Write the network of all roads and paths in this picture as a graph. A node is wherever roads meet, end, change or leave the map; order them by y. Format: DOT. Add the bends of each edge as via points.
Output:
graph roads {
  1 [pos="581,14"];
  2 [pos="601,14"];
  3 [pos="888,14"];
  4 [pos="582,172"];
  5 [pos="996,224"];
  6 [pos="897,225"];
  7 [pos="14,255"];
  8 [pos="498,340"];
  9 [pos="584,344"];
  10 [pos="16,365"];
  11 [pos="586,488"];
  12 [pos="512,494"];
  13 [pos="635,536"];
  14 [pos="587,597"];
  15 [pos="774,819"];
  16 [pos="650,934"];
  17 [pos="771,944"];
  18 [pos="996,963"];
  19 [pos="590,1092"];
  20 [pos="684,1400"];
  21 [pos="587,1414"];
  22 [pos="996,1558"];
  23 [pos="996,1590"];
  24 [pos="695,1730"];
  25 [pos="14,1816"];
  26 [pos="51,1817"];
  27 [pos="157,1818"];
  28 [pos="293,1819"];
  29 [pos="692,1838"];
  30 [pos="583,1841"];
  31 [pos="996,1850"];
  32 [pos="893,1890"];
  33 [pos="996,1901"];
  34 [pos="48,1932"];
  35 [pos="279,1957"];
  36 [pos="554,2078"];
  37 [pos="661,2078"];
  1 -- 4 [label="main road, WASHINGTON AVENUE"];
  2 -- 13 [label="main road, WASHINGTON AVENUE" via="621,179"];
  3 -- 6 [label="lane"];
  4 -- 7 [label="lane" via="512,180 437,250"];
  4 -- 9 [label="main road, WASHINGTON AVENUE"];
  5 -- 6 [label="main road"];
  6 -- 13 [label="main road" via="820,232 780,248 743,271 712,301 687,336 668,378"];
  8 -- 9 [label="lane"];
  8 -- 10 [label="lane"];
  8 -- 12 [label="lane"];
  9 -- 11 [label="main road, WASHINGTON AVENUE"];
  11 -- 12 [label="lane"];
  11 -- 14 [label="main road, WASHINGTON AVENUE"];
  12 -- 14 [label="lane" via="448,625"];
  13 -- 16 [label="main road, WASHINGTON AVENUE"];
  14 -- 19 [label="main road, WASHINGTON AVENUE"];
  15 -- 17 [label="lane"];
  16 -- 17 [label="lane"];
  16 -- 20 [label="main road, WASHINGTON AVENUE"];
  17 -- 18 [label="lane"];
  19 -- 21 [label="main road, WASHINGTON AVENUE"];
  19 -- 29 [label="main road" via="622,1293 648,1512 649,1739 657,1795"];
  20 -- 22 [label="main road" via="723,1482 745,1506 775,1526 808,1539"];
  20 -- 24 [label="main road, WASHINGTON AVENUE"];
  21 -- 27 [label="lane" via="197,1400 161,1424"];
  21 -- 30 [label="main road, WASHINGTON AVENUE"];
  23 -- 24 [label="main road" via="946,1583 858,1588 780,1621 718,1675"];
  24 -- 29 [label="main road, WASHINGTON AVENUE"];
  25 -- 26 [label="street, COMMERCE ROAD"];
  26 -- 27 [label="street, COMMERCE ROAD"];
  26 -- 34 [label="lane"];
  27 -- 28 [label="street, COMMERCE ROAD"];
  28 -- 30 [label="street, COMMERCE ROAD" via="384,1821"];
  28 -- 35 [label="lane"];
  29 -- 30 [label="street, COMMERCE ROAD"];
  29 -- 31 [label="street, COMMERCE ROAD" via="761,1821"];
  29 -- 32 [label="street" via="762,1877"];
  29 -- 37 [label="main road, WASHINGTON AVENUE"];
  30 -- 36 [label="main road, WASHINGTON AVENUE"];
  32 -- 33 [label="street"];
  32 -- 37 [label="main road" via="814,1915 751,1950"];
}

====================

What needs to be done:
The material must be reproduced word for word.

Task response:
Write the network of all roads and paths in this picture as a graph. A node is wherever roads meet, end, change or leave the map; order them by y. Format: DOT. Add the bends of each edge as via points.
Output:
graph roads {
  1 [pos="581,14"];
  2 [pos="601,14"];
  3 [pos="888,14"];
  4 [pos="582,172"];
  5 [pos="996,224"];
  6 [pos="897,225"];
  7 [pos="14,255"];
  8 [pos="498,340"];
  9 [pos="584,344"];
  10 [pos="16,365"];
  11 [pos="586,488"];
  12 [pos="512,494"];
  13 [pos="635,536"];
  14 [pos="587,597"];
  15 [pos="774,819"];
  16 [pos="650,934"];
  17 [pos="771,944"];
  18 [pos="996,963"];
  19 [pos="590,1092"];
  20 [pos="684,1400"];
  21 [pos="587,1414"];
  22 [pos="996,1558"];
  23 [pos="996,1590"];
  24 [pos="695,1730"];
  25 [pos="14,1816"];
  26 [pos="51,1817"];
  27 [pos="157,1818"];
  28 [pos="293,1819"];
  29 [pos="692,1838"];
  30 [pos="583,1841"];
  31 [pos="996,1850"];
  32 [pos="893,1890"];
  33 [pos="996,1901"];
  34 [pos="48,1932"];
  35 [pos="279,1957"];
  36 [pos="554,2078"];
  37 [pos="661,2078"];
  1 -- 4 [label="main road, WASHINGTON AVENUE"];
  2 -- 13 [label="main road, WASHINGTON AVENUE" via="621,179"];
  3 -- 6 [label="lane"];
  4 -- 7 [label="lane" via="512,180 437,250"];
  4 -- 9 [label="main road, WASHINGTON AVENUE"];
  5 -- 6 [label="main road"];
  6 -- 13 [label="main road" via="820,232 780,248 743,271 712,301 687,336 668,378"];
  8 -- 9 [label="lane"];
  8 -- 10 [label="lane"];
  8 -- 12 [label="lane"];
  9 -- 11 [label="main road, WASHINGTON AVENUE"];
  11 -- 12 [label="lane"];
  11 -- 14 [label="main road, WASHINGTON AVENUE"];
  12 -- 14 [label="lane" via="448,625"];
  13 -- 16 [label="main road, WASHINGTON AVENUE"];
  14 -- 19 [label="main road, WASHINGTON AVENUE"];
  15 -- 17 [label="lane"];
  16 -- 17 [label="lane"];
  16 -- 20 [label="main road, WASHINGTON AVENUE"];
  17 -- 18 [label="lane"];
  19 -- 21 [label="main road, WASHINGTON AVENUE"];
  19 -- 29 [label="main road" via="622,1293 648,1512 649,1739 657,1795"];
  20 -- 22 [label="main road" via="723,1482 745,1506 775,1526 808,1539"];
  20 -- 24 [label="main road, WASHINGTON AVENUE"];
  21 -- 27 [label="lane" via="197,1400 161,1424"];
  21 -- 30 [label="main road, WASHINGTON AVENUE"];
  23 -- 24 [label="main road" via="946,1583 858,1588 780,1621 718,1675"];
  24 -- 29 [label="main road, WASHINGTON AVENUE"];
  25 -- 26 [label="street, COMMERCE ROAD"];
  26 -- 27 [label="street, COMMERCE ROAD"];
  26 -- 34 [label="lane"];
  27 -- 28 [label="street, COMMERCE ROAD"];
  28 -- 30 [label="street, COMMERCE ROAD" via="384,1821"];
  28 -- 35 [label="lane"];
  29 -- 30 [label="street, COMMERCE ROAD"];
  29 -- 31 [label="street, COMMERCE ROAD" via="761,1821"];
  29 -- 32 [label="street" via="762,1877"];
  29 -- 37 [label="main road, WASHINGTON AVENUE"];
  30 -- 36 [label="main road, WASHINGTON AVENUE"];
  32 -- 33 [label="street"];
  32 -- 37 [label="main road" via="814,1915 751,1950"];
}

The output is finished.